■ TASK GOAL
The whole listing is to be given again without alteration, except that its pictures are dropped.

■ INFORMATION GIVEN
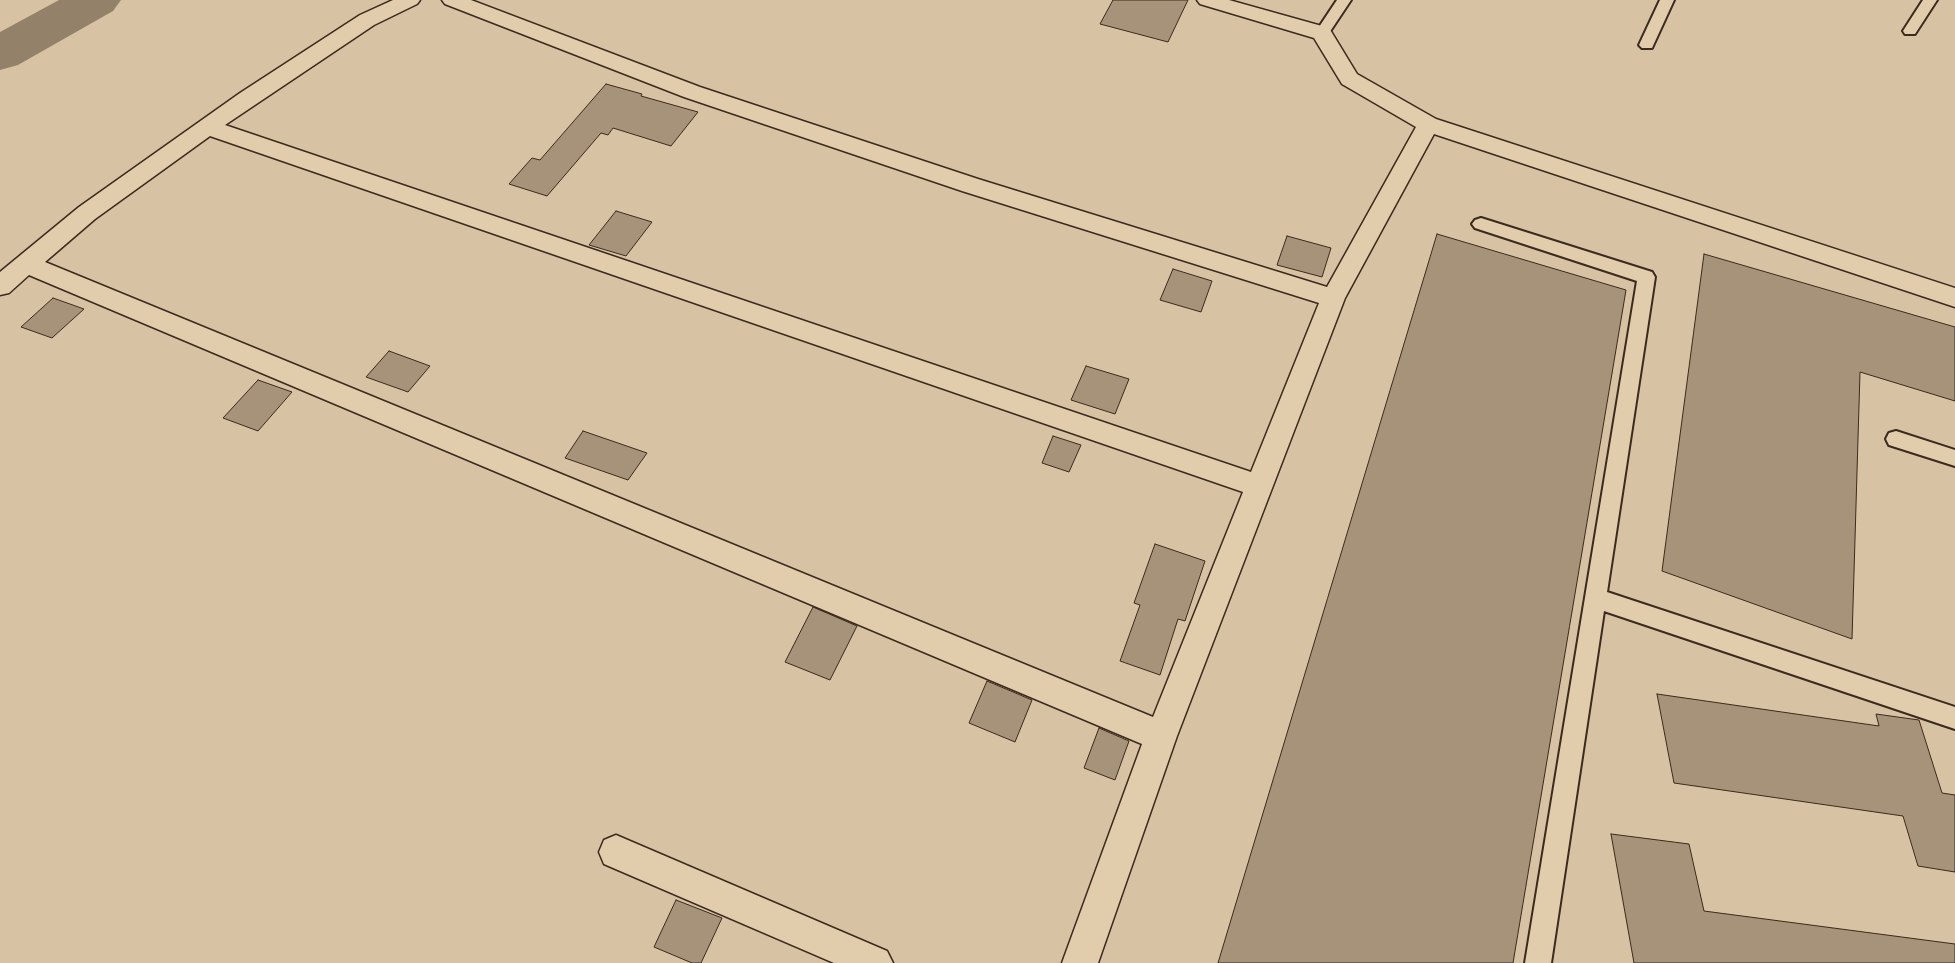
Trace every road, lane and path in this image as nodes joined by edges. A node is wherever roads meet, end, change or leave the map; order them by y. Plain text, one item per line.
1 (410, 0) edge
2 (452, 0) edge
3 (1207, 0) edge
4 (1344, 0) edge
5 (1667, 0) edge
6 (1930, 0) edge
7 (1910, 31) dead end
8 (1322, 33) junction
9 (1646, 45) dead end
10 (1428, 124) junction
11 (207, 127) junction
12 (1481, 224) dead end
13 (26, 264) junction
14 (0, 286) edge
15 (1333, 298) junction
16 (1955, 298) edge
17 (1896, 438) dead end
18 (1955, 458) edge
19 (1258, 486) junction
20 (1596, 598) junction
21 (1955, 718) edge
22 (1161, 736) junction
23 (616, 852) dead end
24 (874, 963) edge
25 (1080, 963) edge
26 (1538, 963) edge

1 - 11 street
2 - 15 street
3 - 8 street
4 - 8 lane
5 - 9 lane
6 - 7 lane
8 - 10 street
10 - 15 street
10 - 16 street
11 - 13 street
11 - 19 street
12 - 20 lane
13 - 14 street
13 - 22 street
15 - 19 street
17 - 18 lane
19 - 22 street
20 - 21 lane
20 - 26 lane
22 - 25 street
23 - 24 street

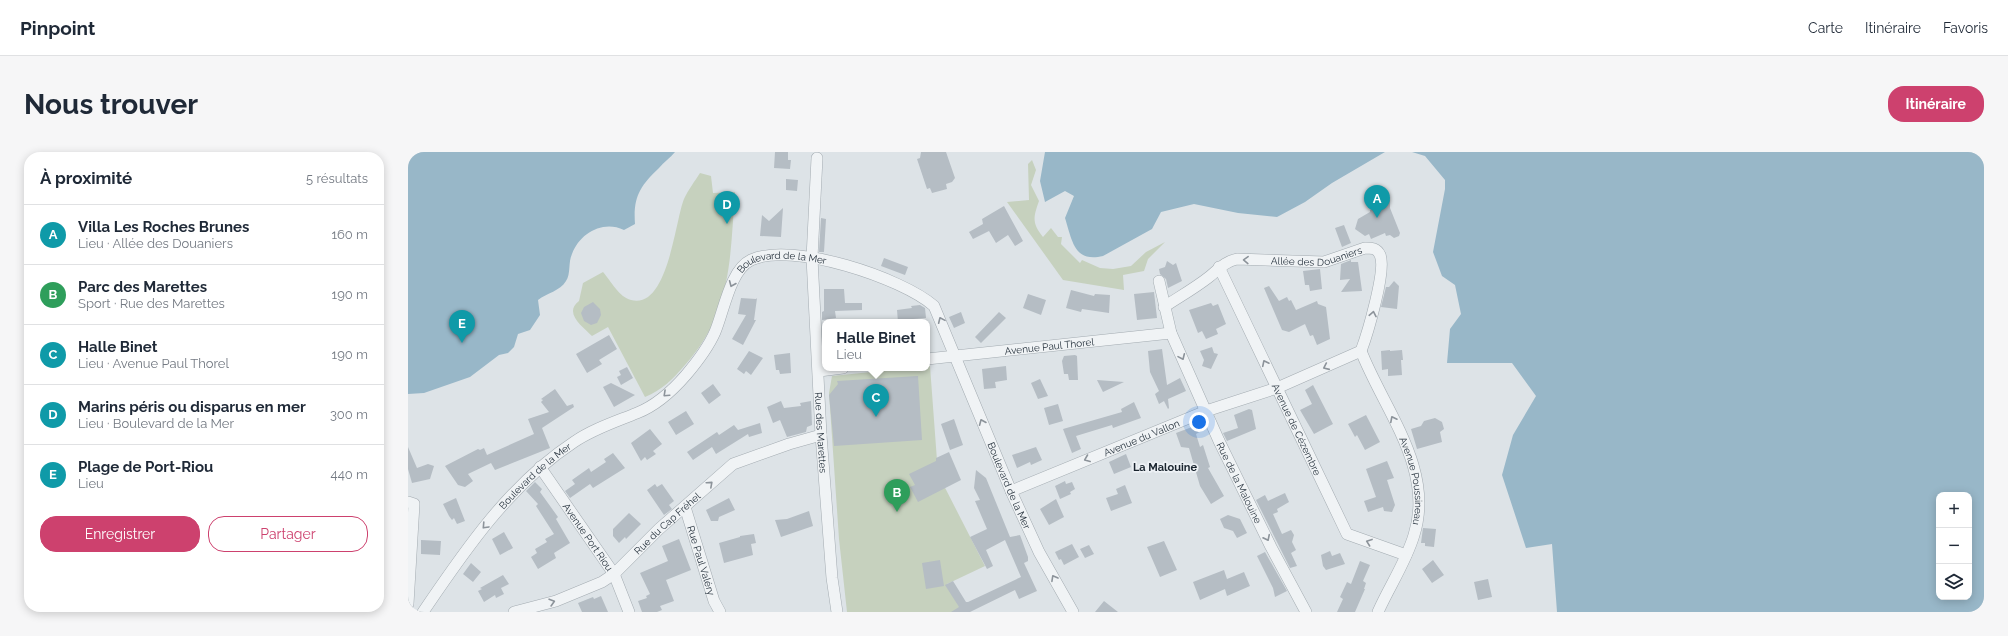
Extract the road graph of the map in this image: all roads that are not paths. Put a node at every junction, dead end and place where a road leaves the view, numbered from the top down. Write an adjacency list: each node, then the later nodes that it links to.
1 (817, 158): 2 (street, Rue des Marettes)
2 (812, 258): 8 (street, Boulevard de la Mer, one-way to 2); 10 (street, Rue des Marettes); 15 (street, Boulevard de la Mer, one-way to 15)
3 (1219, 267): 5 (street, Allée des Douaniers); 7 (street, Allée des Douaniers, one-way to 3); 12 (street, Avenue de Cézembre, one-way to 3)
4 (1159, 280): 5 (street, Rue de la Malouine)
5 (1164, 307): 6 (street, Rue de la Malouine)
6 (1171, 333): 8 (street, Avenue Paul Thorel); 13 (street, Rue de la Malouine, one-way to 13)
7 (1362, 351): 12 (street, Avenue du Vallon, one-way to 12); 19 (street, Avenue Poussineau, one-way to 7)
8 (954, 356): 9 (street, Avenue Paul Thorel); 16 (street, Boulevard de la Mer, one-way to 8)
9 (930, 359)
10 (819, 371): 11 (street); 14 (street, Rue des Marettes)
11 (822, 371)
12 (1277, 388): 13 (street, Avenue du Vallon); 19 (street, Avenue de Cézembre, one-way to 12)
13 (1206, 411): 16 (street, Avenue du Vallon, one-way to 16); 28 (street, Rue de la Malouine, one-way to 28)
14 (821, 435): 18 (street, Rue du Cap Fréhel, one-way to 14); 26 (street, Rue des Marettes)
15 (540, 466): 20 (street, Avenue Port Riou); 22 (street, Boulevard de la Mer, one-way to 22)
16 (1011, 491): 27 (street, Boulevard de la Mer, one-way to 16)
17 (408, 502): 21 (street)
18 (686, 507): 20 (street, Rue du Cap Fréhel); 25 (street, Rue Paul Valéry)
19 (1406, 555): 29 (street, Avenue Poussineau)
20 (614, 574): 23 (street, Rue du Cap Fréhel, one-way to 20); 24 (street, Avenue Port Riou)
21 (408, 604)
22 (423, 612)
23 (514, 612)
24 (629, 612)
25 (720, 612)
26 (837, 612)
27 (1073, 612)
28 (1306, 612)
29 (1378, 612)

■ ANSWER TO THE EXERCISE
Trace every road, lane and path in this image as nodes joined by edges. A node is wherever roads meet, end, change or leave the map; order them by y. Plain text, one item per line.
1 (410, 0) edge
2 (452, 0) edge
3 (1207, 0) edge
4 (1344, 0) edge
5 (1667, 0) edge
6 (1930, 0) edge
7 (1910, 31) dead end
8 (1322, 33) junction
9 (1646, 45) dead end
10 (1428, 124) junction
11 (207, 127) junction
12 (1481, 224) dead end
13 (26, 264) junction
14 (0, 286) edge
15 (1333, 298) junction
16 (1955, 298) edge
17 (1896, 438) dead end
18 (1955, 458) edge
19 (1258, 486) junction
20 (1596, 598) junction
21 (1955, 718) edge
22 (1161, 736) junction
23 (616, 852) dead end
24 (874, 963) edge
25 (1080, 963) edge
26 (1538, 963) edge

1 - 11 street
2 - 15 street
3 - 8 street
4 - 8 lane
5 - 9 lane
6 - 7 lane
8 - 10 street
10 - 15 street
10 - 16 street
11 - 13 street
11 - 19 street
12 - 20 lane
13 - 14 street
13 - 22 street
15 - 19 street
17 - 18 lane
19 - 22 street
20 - 21 lane
20 - 26 lane
22 - 25 street
23 - 24 street

Extract the road graph of the map in this image: all roads that are not paths. Put a node at every junction, dead end and place where a road leaves the view, numbered from the top down. Write an adjacency list: each node, then the later nodes that it links to.
1 (817, 158): 2 (street, Rue des Marettes)
2 (812, 258): 8 (street, Boulevard de la Mer, one-way to 2); 10 (street, Rue des Marettes); 15 (street, Boulevard de la Mer, one-way to 15)
3 (1219, 267): 5 (street, Allée des Douaniers); 7 (street, Allée des Douaniers, one-way to 3); 12 (street, Avenue de Cézembre, one-way to 3)
4 (1159, 280): 5 (street, Rue de la Malouine)
5 (1164, 307): 6 (street, Rue de la Malouine)
6 (1171, 333): 8 (street, Avenue Paul Thorel); 13 (street, Rue de la Malouine, one-way to 13)
7 (1362, 351): 12 (street, Avenue du Vallon, one-way to 12); 19 (street, Avenue Poussineau, one-way to 7)
8 (954, 356): 9 (street, Avenue Paul Thorel); 16 (street, Boulevard de la Mer, one-way to 8)
9 (930, 359)
10 (819, 371): 11 (street); 14 (street, Rue des Marettes)
11 (822, 371)
12 (1277, 388): 13 (street, Avenue du Vallon); 19 (street, Avenue de Cézembre, one-way to 12)
13 (1206, 411): 16 (street, Avenue du Vallon, one-way to 16); 28 (street, Rue de la Malouine, one-way to 28)
14 (821, 435): 18 (street, Rue du Cap Fréhel, one-way to 14); 26 (street, Rue des Marettes)
15 (540, 466): 20 (street, Avenue Port Riou); 22 (street, Boulevard de la Mer, one-way to 22)
16 (1011, 491): 27 (street, Boulevard de la Mer, one-way to 16)
17 (408, 502): 21 (street)
18 (686, 507): 20 (street, Rue du Cap Fréhel); 25 (street, Rue Paul Valéry)
19 (1406, 555): 29 (street, Avenue Poussineau)
20 (614, 574): 23 (street, Rue du Cap Fréhel, one-way to 20); 24 (street, Avenue Port Riou)
21 (408, 604)
22 (423, 612)
23 (514, 612)
24 (629, 612)
25 (720, 612)
26 (837, 612)
27 (1073, 612)
28 (1306, 612)
29 (1378, 612)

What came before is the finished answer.